++++ RECORDS PROVIDED

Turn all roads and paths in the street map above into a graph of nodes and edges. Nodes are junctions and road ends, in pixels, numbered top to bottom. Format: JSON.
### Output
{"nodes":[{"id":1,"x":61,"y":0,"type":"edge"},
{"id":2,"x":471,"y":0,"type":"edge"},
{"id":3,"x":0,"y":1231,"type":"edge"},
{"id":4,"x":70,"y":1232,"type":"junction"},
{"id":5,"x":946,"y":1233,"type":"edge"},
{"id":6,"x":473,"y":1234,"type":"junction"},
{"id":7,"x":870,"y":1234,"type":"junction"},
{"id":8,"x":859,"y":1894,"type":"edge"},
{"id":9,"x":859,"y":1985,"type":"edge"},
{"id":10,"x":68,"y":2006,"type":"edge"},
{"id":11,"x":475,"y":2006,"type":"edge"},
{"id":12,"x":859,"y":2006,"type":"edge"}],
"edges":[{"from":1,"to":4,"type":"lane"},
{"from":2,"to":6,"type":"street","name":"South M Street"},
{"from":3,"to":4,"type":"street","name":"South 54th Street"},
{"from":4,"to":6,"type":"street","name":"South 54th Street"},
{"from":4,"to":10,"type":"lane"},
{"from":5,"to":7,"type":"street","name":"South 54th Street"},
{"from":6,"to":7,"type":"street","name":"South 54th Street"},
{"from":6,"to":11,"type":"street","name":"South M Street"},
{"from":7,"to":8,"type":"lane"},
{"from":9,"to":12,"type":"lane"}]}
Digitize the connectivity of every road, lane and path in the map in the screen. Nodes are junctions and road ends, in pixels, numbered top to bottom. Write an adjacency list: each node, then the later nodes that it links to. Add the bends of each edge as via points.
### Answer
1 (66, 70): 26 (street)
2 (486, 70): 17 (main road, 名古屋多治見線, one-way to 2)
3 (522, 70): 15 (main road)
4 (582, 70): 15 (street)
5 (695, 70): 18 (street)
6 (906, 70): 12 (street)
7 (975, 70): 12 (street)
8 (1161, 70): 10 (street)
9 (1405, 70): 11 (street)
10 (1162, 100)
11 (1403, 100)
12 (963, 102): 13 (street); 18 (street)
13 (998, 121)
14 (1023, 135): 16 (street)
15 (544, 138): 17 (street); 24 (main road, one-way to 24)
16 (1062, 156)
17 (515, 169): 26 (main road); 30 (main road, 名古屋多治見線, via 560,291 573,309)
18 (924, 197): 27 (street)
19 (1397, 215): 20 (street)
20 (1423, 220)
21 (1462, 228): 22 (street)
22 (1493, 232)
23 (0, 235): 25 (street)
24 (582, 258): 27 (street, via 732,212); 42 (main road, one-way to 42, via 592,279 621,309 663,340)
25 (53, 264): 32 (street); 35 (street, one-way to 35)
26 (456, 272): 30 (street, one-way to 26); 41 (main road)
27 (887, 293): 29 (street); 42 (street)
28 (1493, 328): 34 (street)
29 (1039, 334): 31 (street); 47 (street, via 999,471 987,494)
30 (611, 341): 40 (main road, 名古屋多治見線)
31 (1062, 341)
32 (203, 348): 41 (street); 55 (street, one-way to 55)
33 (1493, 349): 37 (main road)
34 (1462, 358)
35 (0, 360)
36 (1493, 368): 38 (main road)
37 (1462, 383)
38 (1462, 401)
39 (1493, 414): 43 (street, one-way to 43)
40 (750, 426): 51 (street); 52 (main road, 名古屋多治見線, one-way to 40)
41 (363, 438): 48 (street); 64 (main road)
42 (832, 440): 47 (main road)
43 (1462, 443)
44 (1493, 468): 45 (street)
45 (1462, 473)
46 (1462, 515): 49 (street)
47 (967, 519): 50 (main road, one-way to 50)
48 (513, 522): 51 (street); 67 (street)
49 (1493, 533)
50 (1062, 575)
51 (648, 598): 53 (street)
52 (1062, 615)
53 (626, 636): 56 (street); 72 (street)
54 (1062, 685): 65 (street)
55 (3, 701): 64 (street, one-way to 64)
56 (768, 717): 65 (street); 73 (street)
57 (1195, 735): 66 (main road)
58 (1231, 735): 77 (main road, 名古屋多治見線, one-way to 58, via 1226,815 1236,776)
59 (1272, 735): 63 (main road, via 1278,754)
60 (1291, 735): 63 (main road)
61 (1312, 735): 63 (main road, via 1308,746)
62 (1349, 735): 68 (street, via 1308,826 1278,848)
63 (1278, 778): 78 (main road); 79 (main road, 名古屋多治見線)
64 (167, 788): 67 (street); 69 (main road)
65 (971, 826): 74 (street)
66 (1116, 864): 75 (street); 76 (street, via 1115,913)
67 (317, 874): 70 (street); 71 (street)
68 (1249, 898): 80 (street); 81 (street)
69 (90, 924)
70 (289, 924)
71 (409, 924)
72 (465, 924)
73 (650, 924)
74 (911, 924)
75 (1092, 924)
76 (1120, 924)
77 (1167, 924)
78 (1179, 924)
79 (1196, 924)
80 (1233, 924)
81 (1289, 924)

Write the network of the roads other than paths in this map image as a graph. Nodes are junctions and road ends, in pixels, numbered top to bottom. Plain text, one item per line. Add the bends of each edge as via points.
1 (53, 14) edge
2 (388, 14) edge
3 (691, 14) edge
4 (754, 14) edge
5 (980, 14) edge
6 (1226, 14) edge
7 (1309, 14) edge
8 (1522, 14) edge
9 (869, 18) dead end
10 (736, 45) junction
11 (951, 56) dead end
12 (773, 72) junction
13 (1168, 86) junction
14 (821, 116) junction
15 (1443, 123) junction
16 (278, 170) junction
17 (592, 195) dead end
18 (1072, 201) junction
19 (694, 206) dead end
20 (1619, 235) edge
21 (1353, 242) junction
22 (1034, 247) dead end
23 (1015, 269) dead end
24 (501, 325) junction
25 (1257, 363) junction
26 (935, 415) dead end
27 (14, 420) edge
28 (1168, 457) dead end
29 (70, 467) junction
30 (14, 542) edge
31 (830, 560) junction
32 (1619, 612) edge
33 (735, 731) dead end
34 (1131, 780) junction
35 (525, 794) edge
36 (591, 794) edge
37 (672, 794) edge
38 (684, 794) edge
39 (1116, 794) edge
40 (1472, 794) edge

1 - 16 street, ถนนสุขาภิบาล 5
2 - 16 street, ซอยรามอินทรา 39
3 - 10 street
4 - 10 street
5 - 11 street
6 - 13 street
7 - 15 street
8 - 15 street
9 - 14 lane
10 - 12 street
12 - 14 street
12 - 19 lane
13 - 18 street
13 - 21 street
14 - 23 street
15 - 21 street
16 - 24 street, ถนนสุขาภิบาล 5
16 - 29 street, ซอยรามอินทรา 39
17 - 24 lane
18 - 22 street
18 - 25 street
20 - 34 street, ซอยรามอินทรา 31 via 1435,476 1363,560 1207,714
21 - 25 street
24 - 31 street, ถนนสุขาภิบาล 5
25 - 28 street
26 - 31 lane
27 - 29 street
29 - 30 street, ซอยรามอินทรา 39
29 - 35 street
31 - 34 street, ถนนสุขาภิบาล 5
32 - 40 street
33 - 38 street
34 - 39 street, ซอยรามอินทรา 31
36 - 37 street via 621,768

++++++++

__EXERCISE PROMPT__
Go through the listing above and list every line that has the word "ซอยรามอ".

__THE COMPLETED TASK__
2 - 16 street, ซอยรามอินทรา 39
16 - 29 street, ซอยรามอินทรา 39
20 - 34 street, ซอยรามอินทรา 31 via 1435,476 1363,560 1207,714
29 - 30 street, ซอยรามอินทรา 39
34 - 39 street, ซอยรามอินทรา 31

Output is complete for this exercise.